CDC with Debezium

What is Debezium?

Debezium is a distributed open source Change Data Capture (CDC) platform. It captures database changes and propagates them as events to Apache Kafka.

Supported databases: PostgreSQL, MySQL, MongoDB, SQL Server, Oracle, Db2, Cassandra.

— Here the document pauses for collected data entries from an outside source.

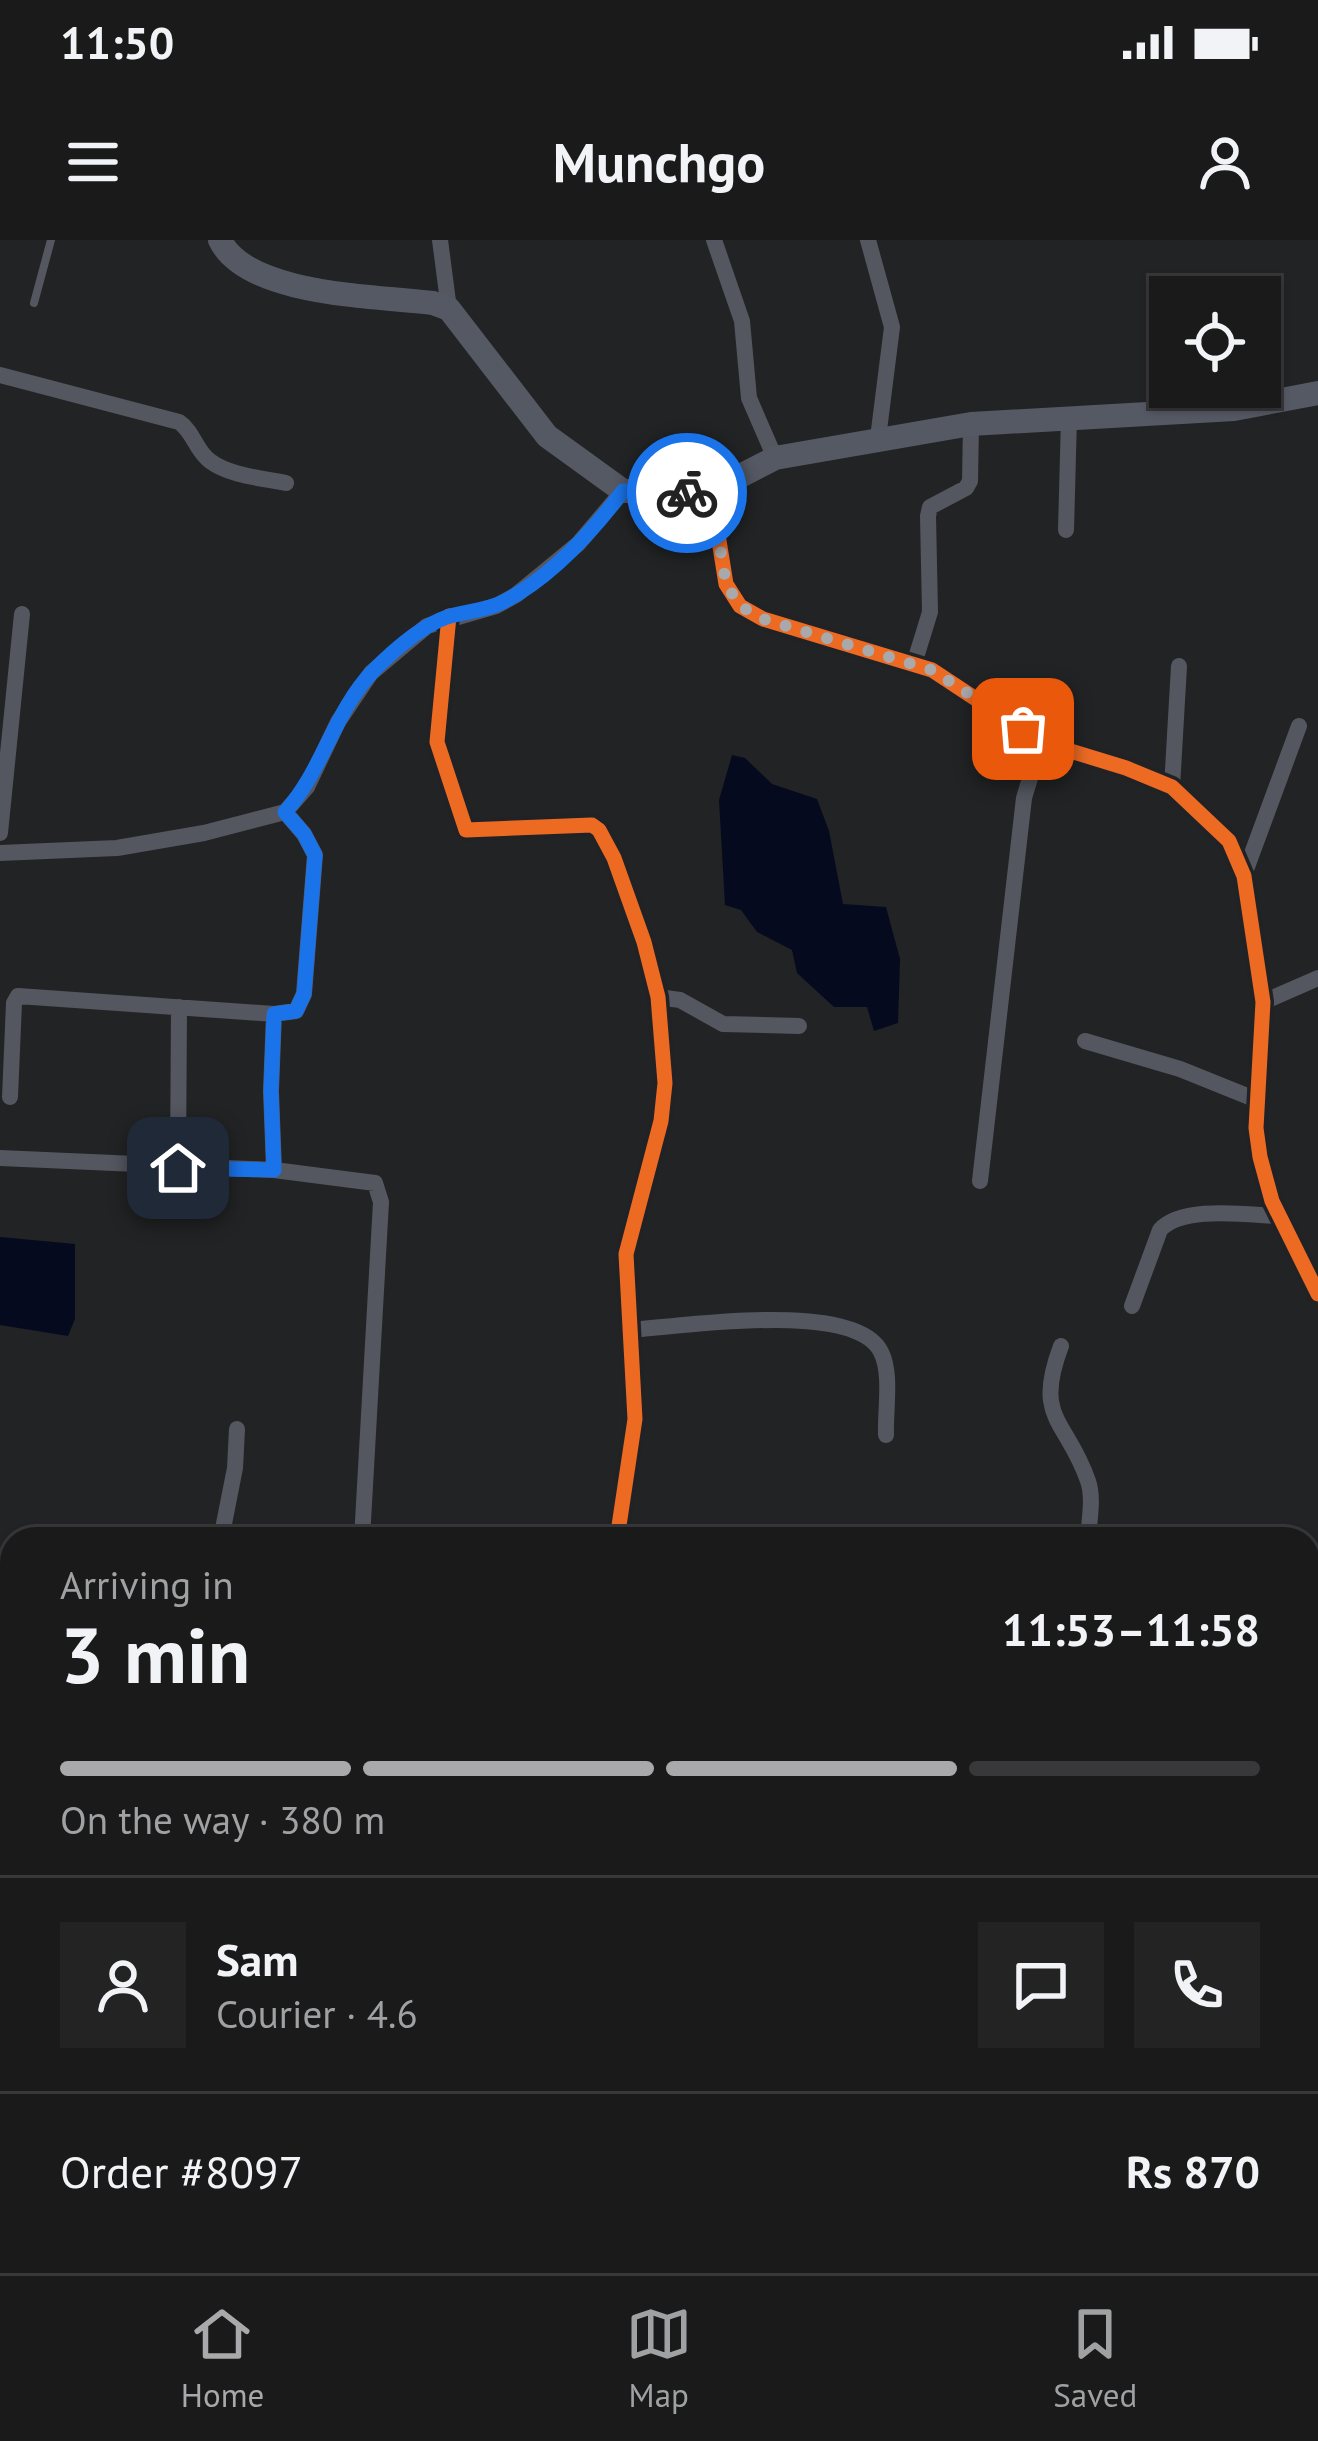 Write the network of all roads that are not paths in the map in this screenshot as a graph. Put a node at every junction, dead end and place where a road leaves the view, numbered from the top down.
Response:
1 (52, 240) edge
2 (220, 240) edge
3 (440, 240) edge
4 (714, 240) edge
5 (868, 240) edge
6 (34, 303) dead end
7 (449, 309) junction
8 (0, 375) edge
9 (1318, 393) edge
10 (1069, 417) junction
11 (971, 424) junction
12 (878, 438) junction
13 (775, 458) junction
14 (286, 484) dead end
15 (623, 491) junction
16 (711, 491) junction
17 (1066, 530) dead end
18 (22, 614) dead end
19 (449, 616) junction
20 (914, 664) junction
21 (1179, 666) dead end
22 (1299, 726) dead end
23 (1041, 742) junction
24 (1172, 787) junction
25 (285, 812) junction
26 (0, 833) edge
27 (0, 853) edge
28 (1244, 875) junction
29 (1318, 978) edge
30 (658, 997) junction
31 (1263, 1002) junction
32 (179, 1007) junction
33 (274, 1014) junction
34 (799, 1026) dead end
35 (1085, 1041) dead end
36 (10, 1097) dead end
37 (1257, 1100) junction
38 (0, 1158) edge
39 (178, 1168) junction
40 (274, 1170) junction
41 (980, 1181) dead end
42 (1280, 1216) junction
43 (1318, 1294) edge
44 (1132, 1306) dead end
45 (629, 1330) junction
46 (1061, 1346) dead end
47 (237, 1429) dead end
48 (886, 1435) dead end
49 (223, 1527) edge
50 (363, 1527) edge
51 (619, 1527) edge
52 (1088, 1527) edge

1 - 6 lane
2 - 7 main road
3 - 7 street
4 - 13 street
5 - 12 street
7 - 15 main road
8 - 14 street
9 - 10 main road
10 - 11 main road
10 - 17 street
11 - 12 main road
11 - 20 street
12 - 13 main road
13 - 16 main road
15 - 16 main road
15 - 19 street
16 - 20 street
18 - 26 street
19 - 25 street
19 - 30 street
20 - 23 street
21 - 24 street
22 - 28 street
23 - 24 street
23 - 41 street
24 - 28 street
25 - 27 street
25 - 33 street
28 - 31 street
29 - 31 street
30 - 34 street
30 - 45 street
31 - 37 street
32 - 33 street
32 - 36 street
32 - 39 street
33 - 40 street
35 - 37 street
37 - 42 street
38 - 39 street
39 - 40 street
40 - 50 street
42 - 43 street
42 - 44 street
45 - 48 street
45 - 51 street
46 - 52 street
47 - 49 street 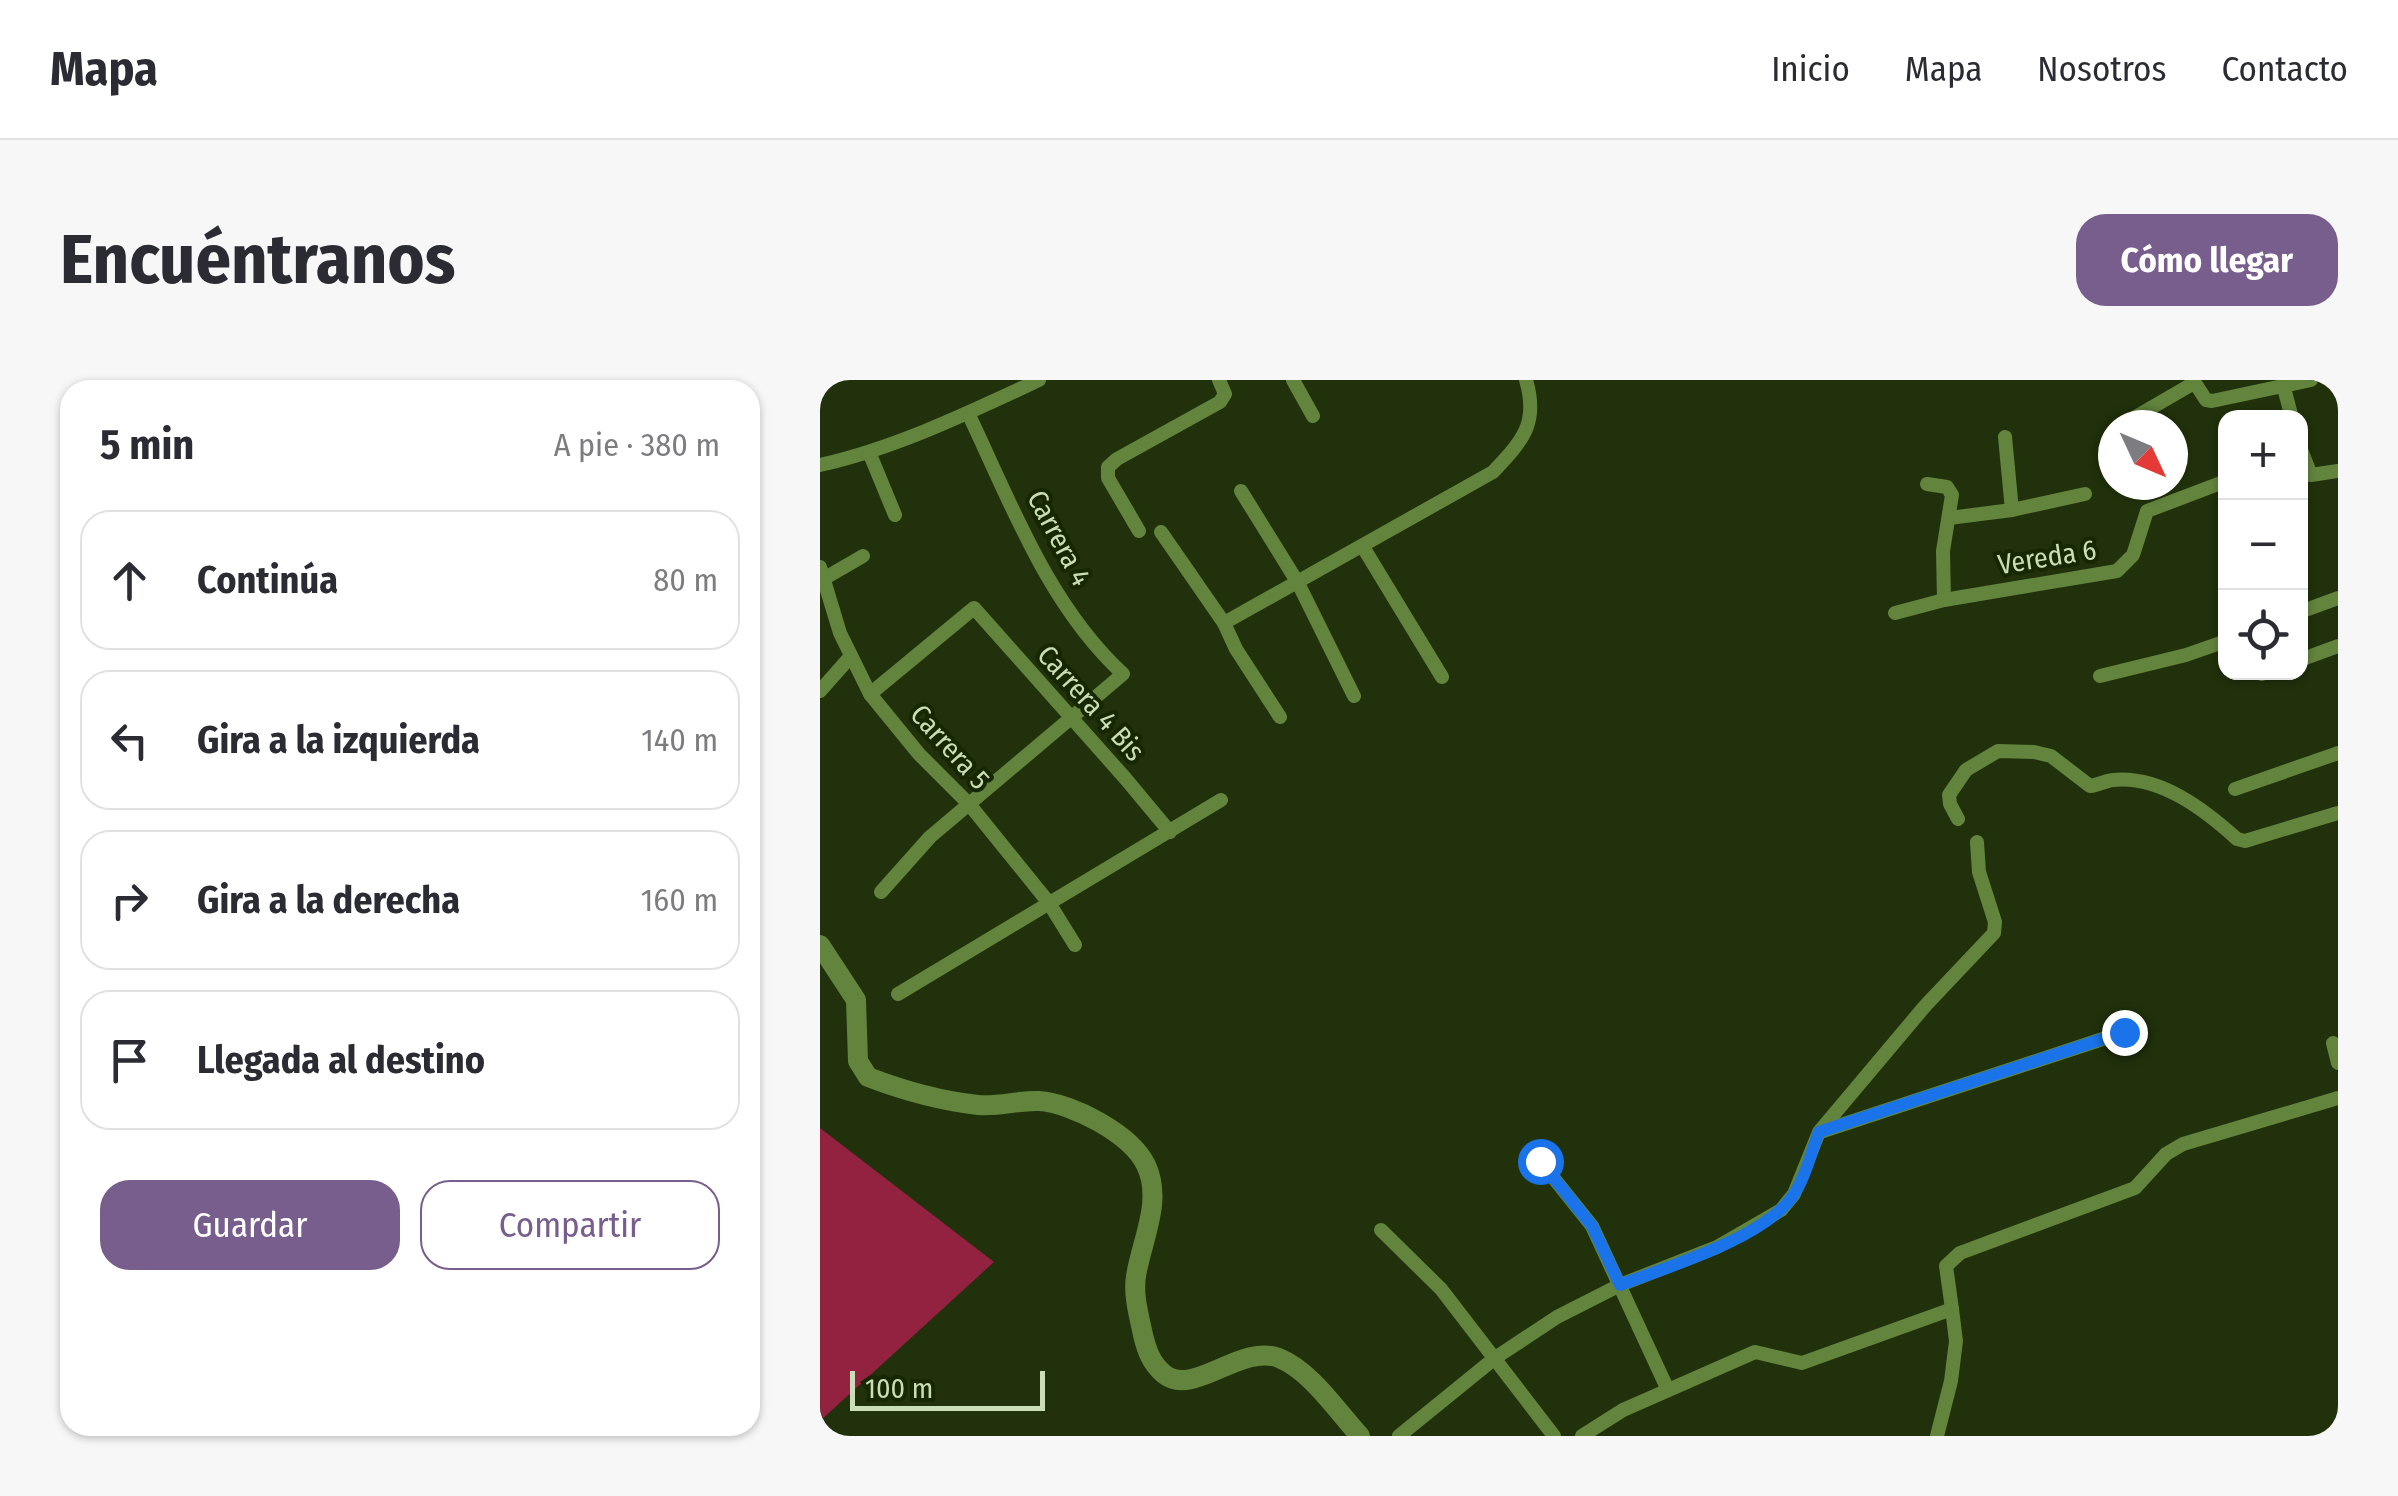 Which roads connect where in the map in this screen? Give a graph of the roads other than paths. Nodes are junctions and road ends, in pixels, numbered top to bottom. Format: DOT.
graph roads {
  1 [pos="1039,380"];
  2 [pos="1219,380"];
  3 [pos="1294,380"];
  4 [pos="1526,380"];
  5 [pos="2311,380"];
  6 [pos="2193,381"];
  7 [pos="2284,388"];
  8 [pos="2146,410"];
  9 [pos="2290,410"];
  10 [pos="968,413"];
  11 [pos="1313,416"];
  12 [pos="2005,437"];
  13 [pos="868,452"];
  14 [pos="820,465"];
  15 [pos="2308,465"];
  16 [pos="2338,470"];
  17 [pos="1926,484"];
  18 [pos="2218,484"];
  19 [pos="1241,491"];
  20 [pos="2085,494"];
  21 [pos="2012,510"];
  22 [pos="895,515"];
  23 [pos="1949,518"];
  24 [pos="1139,531"];
  25 [pos="1160,532"];
  26 [pos="1363,547"];
  27 [pos="863,556"];
  28 [pos="822,572"];
  29 [pos="1298,583"];
  30 [pos="2338,598"];
  31 [pos="1944,600"];
  32 [pos="2308,609"];
  33 [pos="1895,613"];
  34 [pos="1224,623"];
  35 [pos="2218,644"];
  36 [pos="2338,646"];
  37 [pos="850,656"];
  38 [pos="2308,657"];
  39 [pos="2100,676"];
  40 [pos="1442,678"];
  41 [pos="820,691"];
  42 [pos="870,694"];
  43 [pos="1354,696"];
  44 [pos="1280,717"];
  45 [pos="1072,718"];
  46 [pos="2338,753"];
  47 [pos="2235,789"];
  48 [pos="1221,800"];
  49 [pos="969,804"];
  50 [pos="2338,813"];
  51 [pos="1958,819"];
  52 [pos="1170,832"];
  53 [pos="1977,842"];
  54 [pos="880,892"];
  55 [pos="1049,903"];
  56 [pos="1075,944"];
  57 [pos="820,946"];
  58 [pos="898,994"];
  59 [pos="2124,1032"];
  60 [pos="2333,1043"];
  61 [pos="2338,1063"];
  62 [pos="2338,1098"];
  63 [pos="1819,1132"];
  64 [pos="1540,1161"];
  65 [pos="1381,1230"];
  66 [pos="1620,1285"];
  67 [pos="1952,1309"];
  68 [pos="1496,1358"];
  69 [pos="1668,1390"];
  70 [pos="1937,1433"];
  71 [pos="1360,1436"];
  72 [pos="1399,1436"];
  73 [pos="1554,1436"];
  74 [pos="1582,1436"];
  75 [pos="1918,1436"];
  1 -- 10 [label="street"];
  2 -- 24 [label="street"];
  3 -- 11 [label="street"];
  4 -- 26 [label="street"];
  5 -- 7 [label="street"];
  6 -- 7 [label="street"];
  6 -- 8 [label="street"];
  7 -- 9 [label="street"];
  10 -- 13 [label="street"];
  10 -- 45 [label="street, Carrera 4"];
  12 -- 21 [label="street"];
  13 -- 14 [label="street"];
  13 -- 22 [label="street"];
  15 -- 16 [label="street"];
  17 -- 23 [label="street"];
  18 -- 31 [label="street, Vereda 6"];
  19 -- 29 [label="street"];
  20 -- 21 [label="street"];
  21 -- 23 [label="street"];
  23 -- 31 [label="street"];
  25 -- 34 [label="street"];
  26 -- 29 [label="street"];
  26 -- 40 [label="street"];
  27 -- 28 [label="street"];
  28 -- 37 [label="street, Carrera 5"];
  29 -- 34 [label="street"];
  29 -- 43 [label="street"];
  30 -- 32 [label="street"];
  31 -- 33 [label="street, Vereda 6"];
  34 -- 44 [label="street"];
  35 -- 39 [label="street"];
  36 -- 38 [label="street"];
  37 -- 41 [label="street"];
  37 -- 42 [label="street, Carrera 5"];
  42 -- 45 [label="street, Carrera 4 Bis"];
  42 -- 49 [label="street, Carrera 5"];
  45 -- 49 [label="street"];
  45 -- 52 [label="street, Carrera 4 Bis"];
  46 -- 47 [label="street"];
  48 -- 52 [label="street"];
  49 -- 54 [label="street"];
  49 -- 55 [label="street, Carrera 5"];
  50 -- 51 [label="street"];
  52 -- 55 [label="street"];
  53 -- 63 [label="street"];
  55 -- 56 [label="street, Carrera 5"];
  55 -- 58 [label="street"];
  57 -- 71 [label="main road"];
  59 -- 63 [label="street"];
  60 -- 61 [label="street"];
  62 -- 67 [label="street"];
  63 -- 66 [label="street"];
  64 -- 66 [label="street"];
  65 -- 68 [label="street"];
  66 -- 68 [label="street"];
  66 -- 69 [label="street"];
  67 -- 69 [label="street"];
  67 -- 70 [label="street"];
  68 -- 72 [label="street"];
  68 -- 73 [label="street"];
  69 -- 74 [label="street"];
  70 -- 75 [label="street"];
}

PostgreSQL — CDC configuration

To enable CDC, PostgreSQL must be configured with wal_level=logical:

apiVersion: apps/v1
kind: Deployment
metadata:
  name: cdc-postgresql
  namespace: kafka-cdc
spec:
  template:
    spec:
      containers:
        - name: postgresql
          image: registry.redhat.io/rhel9/postgresql-16:latest
          args:
            - "-c"
            - "wal_level=logical"
            - "-c"
            - "max_replication_slots=4"
            - "-c"
            - "max_wal_senders=4"

Sample data (seed)

CREATE TABLE customers (
  id SERIAL PRIMARY KEY,
  first_name VARCHAR(100) NOT NULL,
  last_name VARCHAR(100) NOT NULL,
  email VARCHAR(255) UNIQUE NOT NULL,
  created_at TIMESTAMP DEFAULT CURRENT_TIMESTAMP
);

CREATE TABLE orders (
  id SERIAL PRIMARY KEY,
  customer_id INTEGER REFERENCES customers(id),
  product VARCHAR(255) NOT NULL,
  amount DECIMAL(10,2) NOT NULL,
  status VARCHAR(50) DEFAULT 'pending',
  created_at TIMESTAMP DEFAULT CURRENT_TIMESTAMP
);

CREATE PUBLICATION cdc_publication FOR TABLE customers, orders;

KafkaConnect with Debezium

The Debezium connector is deployed inside KafkaConnect using Strimzi’s build feature, which builds a custom image with the required plugins:

apiVersion: kafka.strimzi.io/v1beta2
kind: KafkaConnect
metadata:
  name: cdc-connect
  namespace: kafka-cdc
  annotations:
    strimzi.io/use-connector-resources: "true"
spec:
  version: "4.0.0"
  replicas: 2
  bootstrapServers: cdc-cluster-kafka-bootstrap:9093
  build:
    output:
      type: docker
      image: image-registry.openshift-image-registry.svc:5000/kafka-cdc/cdc-connect:latest
    plugins:
      - name: debezium-postgresql
        artifacts:
          - type: maven
            group: io.debezium
            artifact: debezium-connector-postgres
            version: 2.7.3.Final
      - name: http-sink
        artifacts:
          - type: maven
            group: io.aiven
            artifact: http-connector-for-apache-kafka
            version: 0.7.0
The strimzi.io/use-connector-resources: "true" annotation lets you manage connectors as KafkaConnector resources (GitOps-friendly).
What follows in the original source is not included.